──────── Data shown

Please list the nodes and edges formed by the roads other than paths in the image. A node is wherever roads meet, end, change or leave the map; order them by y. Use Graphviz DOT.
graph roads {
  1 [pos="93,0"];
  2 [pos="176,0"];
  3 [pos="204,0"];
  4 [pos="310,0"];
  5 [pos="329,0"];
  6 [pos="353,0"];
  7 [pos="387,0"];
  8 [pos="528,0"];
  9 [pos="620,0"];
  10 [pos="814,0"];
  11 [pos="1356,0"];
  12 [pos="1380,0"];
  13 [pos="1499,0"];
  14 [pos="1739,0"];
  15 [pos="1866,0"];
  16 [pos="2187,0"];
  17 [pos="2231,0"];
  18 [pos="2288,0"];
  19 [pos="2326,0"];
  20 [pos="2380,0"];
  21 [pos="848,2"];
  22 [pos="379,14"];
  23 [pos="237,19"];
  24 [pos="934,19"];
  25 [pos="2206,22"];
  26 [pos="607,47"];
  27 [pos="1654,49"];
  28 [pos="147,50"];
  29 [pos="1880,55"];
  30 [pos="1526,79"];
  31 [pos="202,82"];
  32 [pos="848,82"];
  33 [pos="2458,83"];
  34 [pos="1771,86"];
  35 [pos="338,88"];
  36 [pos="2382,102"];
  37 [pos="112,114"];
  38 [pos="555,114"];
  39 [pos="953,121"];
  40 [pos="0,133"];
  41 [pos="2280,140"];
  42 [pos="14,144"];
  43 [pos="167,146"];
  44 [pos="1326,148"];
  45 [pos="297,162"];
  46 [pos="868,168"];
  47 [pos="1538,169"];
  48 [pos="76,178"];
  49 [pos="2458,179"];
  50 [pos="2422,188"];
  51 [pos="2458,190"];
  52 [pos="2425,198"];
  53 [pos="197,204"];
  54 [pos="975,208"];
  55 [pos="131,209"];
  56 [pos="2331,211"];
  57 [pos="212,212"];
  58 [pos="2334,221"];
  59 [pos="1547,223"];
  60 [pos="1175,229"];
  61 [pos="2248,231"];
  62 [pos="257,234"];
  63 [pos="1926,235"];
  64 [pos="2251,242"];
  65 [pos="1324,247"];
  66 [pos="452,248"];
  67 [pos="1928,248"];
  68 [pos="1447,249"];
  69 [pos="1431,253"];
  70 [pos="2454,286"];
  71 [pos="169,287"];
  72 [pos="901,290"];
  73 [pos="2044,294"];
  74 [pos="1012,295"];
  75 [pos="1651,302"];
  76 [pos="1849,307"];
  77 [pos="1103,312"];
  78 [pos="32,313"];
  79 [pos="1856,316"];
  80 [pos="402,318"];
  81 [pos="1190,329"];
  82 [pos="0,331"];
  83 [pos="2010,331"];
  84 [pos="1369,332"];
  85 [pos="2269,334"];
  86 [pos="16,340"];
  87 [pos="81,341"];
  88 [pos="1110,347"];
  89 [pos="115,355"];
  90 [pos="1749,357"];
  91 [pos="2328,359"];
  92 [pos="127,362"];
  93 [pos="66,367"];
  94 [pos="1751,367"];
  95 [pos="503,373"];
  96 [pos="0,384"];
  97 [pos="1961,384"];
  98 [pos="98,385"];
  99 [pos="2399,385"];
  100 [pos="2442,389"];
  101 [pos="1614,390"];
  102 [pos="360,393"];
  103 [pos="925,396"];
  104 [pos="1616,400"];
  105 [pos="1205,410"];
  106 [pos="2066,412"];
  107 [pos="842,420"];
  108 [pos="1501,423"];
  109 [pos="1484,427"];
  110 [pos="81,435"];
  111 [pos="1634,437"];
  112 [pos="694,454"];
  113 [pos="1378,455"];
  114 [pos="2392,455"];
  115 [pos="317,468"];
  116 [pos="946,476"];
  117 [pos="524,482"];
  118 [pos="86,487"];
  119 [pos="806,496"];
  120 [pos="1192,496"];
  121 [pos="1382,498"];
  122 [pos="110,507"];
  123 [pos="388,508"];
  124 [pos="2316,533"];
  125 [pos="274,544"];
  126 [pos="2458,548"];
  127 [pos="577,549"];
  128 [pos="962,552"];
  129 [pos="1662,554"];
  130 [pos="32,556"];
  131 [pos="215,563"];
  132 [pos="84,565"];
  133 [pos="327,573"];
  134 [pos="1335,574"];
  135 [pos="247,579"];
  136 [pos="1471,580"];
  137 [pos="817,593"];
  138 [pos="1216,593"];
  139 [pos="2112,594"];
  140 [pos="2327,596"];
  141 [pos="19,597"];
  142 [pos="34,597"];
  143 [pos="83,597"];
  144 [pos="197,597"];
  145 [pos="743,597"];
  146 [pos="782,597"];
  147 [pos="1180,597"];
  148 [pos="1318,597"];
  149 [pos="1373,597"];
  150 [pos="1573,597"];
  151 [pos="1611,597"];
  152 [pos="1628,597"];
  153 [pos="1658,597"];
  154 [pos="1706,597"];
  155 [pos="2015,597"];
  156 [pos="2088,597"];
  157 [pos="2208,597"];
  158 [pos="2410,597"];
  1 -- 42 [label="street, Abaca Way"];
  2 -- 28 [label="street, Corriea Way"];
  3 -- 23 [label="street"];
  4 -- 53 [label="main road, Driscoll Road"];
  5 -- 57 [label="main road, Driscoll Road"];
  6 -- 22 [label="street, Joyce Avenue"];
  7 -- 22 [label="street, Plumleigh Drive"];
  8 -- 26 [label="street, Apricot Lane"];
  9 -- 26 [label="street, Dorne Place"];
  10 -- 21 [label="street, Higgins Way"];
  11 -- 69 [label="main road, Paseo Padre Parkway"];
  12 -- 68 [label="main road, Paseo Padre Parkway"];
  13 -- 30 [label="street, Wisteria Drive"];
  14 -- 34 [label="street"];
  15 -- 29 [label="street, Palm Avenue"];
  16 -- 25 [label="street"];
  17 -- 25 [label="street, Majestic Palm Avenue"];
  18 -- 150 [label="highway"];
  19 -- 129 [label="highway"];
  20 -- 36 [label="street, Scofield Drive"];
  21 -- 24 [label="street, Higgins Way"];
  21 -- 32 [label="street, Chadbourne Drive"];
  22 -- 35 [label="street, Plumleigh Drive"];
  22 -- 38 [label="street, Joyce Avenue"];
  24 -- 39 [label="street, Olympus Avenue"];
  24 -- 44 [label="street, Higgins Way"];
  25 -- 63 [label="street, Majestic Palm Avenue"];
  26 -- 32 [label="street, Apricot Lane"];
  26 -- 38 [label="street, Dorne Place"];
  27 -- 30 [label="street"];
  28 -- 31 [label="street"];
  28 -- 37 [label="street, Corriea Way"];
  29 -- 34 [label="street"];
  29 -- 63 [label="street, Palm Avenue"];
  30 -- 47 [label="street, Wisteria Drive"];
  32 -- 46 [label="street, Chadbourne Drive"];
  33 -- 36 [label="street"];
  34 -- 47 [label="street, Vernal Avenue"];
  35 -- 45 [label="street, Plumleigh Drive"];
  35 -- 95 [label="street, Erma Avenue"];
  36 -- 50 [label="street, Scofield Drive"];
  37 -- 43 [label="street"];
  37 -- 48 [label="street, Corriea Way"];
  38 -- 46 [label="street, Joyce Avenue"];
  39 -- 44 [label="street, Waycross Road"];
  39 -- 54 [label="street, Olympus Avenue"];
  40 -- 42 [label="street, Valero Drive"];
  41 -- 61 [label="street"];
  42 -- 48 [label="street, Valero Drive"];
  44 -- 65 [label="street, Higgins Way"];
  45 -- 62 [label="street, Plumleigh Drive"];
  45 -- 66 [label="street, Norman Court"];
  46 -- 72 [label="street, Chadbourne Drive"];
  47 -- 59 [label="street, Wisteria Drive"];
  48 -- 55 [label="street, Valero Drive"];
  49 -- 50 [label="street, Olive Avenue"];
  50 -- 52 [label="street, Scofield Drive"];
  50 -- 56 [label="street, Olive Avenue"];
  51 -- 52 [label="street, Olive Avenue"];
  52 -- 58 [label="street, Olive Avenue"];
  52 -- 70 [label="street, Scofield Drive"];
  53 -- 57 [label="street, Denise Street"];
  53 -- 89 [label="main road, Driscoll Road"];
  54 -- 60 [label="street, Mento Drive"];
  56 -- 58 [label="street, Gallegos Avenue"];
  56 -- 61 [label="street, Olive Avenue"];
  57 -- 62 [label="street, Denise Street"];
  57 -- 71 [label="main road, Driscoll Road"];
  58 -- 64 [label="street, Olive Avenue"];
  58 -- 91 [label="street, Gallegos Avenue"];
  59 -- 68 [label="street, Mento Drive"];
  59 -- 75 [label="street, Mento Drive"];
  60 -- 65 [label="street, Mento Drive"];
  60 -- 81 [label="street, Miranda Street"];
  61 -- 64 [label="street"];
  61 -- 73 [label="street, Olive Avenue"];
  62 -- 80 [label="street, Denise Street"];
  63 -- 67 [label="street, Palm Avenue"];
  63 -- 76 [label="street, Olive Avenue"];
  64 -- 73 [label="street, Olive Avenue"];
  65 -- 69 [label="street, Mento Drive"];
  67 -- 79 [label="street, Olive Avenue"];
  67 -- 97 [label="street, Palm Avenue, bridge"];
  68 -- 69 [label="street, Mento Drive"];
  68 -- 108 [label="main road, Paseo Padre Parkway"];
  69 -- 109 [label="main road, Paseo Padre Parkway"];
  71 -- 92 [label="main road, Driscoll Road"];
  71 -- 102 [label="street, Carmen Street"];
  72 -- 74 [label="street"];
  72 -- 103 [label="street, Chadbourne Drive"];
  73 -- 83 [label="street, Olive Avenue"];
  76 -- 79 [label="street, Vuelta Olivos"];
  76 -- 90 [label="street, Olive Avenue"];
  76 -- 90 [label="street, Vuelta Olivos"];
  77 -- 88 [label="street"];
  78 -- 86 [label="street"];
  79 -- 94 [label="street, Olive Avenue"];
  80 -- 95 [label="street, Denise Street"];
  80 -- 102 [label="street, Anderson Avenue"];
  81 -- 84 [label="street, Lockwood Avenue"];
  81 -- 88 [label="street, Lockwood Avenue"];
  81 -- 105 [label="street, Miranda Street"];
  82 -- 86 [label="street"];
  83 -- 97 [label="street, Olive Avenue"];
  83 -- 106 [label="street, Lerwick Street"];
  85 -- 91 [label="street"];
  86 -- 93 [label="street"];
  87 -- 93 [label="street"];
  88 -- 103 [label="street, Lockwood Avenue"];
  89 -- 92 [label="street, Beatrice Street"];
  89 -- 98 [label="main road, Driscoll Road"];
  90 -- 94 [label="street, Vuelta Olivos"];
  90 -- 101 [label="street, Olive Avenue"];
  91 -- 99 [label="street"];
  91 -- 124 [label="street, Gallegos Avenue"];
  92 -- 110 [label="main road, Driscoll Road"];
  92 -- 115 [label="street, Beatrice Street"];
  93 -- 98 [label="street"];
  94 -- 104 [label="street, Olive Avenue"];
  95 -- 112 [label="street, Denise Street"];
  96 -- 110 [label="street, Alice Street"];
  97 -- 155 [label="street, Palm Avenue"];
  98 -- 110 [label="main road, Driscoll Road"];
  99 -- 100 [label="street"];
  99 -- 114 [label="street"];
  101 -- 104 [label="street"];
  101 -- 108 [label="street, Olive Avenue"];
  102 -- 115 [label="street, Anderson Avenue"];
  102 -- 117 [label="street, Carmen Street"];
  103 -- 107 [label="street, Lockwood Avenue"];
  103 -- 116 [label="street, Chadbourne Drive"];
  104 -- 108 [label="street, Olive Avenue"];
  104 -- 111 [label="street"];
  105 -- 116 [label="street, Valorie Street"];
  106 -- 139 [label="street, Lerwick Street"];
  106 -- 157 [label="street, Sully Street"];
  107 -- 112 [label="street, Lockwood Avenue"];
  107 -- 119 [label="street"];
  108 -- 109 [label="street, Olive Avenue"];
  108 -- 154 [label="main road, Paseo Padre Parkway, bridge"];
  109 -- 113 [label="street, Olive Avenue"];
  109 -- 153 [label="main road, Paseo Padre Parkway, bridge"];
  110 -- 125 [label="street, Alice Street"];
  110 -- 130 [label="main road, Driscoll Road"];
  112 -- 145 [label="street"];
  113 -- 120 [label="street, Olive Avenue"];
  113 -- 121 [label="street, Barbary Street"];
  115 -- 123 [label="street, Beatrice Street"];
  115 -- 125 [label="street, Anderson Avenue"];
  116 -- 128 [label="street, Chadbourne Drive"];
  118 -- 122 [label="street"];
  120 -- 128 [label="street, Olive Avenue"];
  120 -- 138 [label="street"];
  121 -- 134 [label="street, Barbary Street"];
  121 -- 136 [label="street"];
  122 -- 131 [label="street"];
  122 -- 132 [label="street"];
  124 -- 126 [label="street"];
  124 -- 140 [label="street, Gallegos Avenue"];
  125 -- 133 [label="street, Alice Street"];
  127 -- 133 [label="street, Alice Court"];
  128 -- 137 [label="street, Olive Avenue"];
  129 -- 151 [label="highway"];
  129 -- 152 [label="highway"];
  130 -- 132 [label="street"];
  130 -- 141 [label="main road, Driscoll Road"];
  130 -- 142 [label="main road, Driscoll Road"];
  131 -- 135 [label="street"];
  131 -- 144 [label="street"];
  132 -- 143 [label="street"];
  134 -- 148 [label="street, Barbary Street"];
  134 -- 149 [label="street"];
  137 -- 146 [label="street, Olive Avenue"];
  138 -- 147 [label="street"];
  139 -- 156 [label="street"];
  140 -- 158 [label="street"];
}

────────────────

What this task involves: What lines of the material contain "Anderson"? Show them.

Written answer:
  80 -- 102 [label="street, Anderson Avenue"];
  102 -- 115 [label="street, Anderson Avenue"];
  115 -- 125 [label="street, Anderson Avenue"];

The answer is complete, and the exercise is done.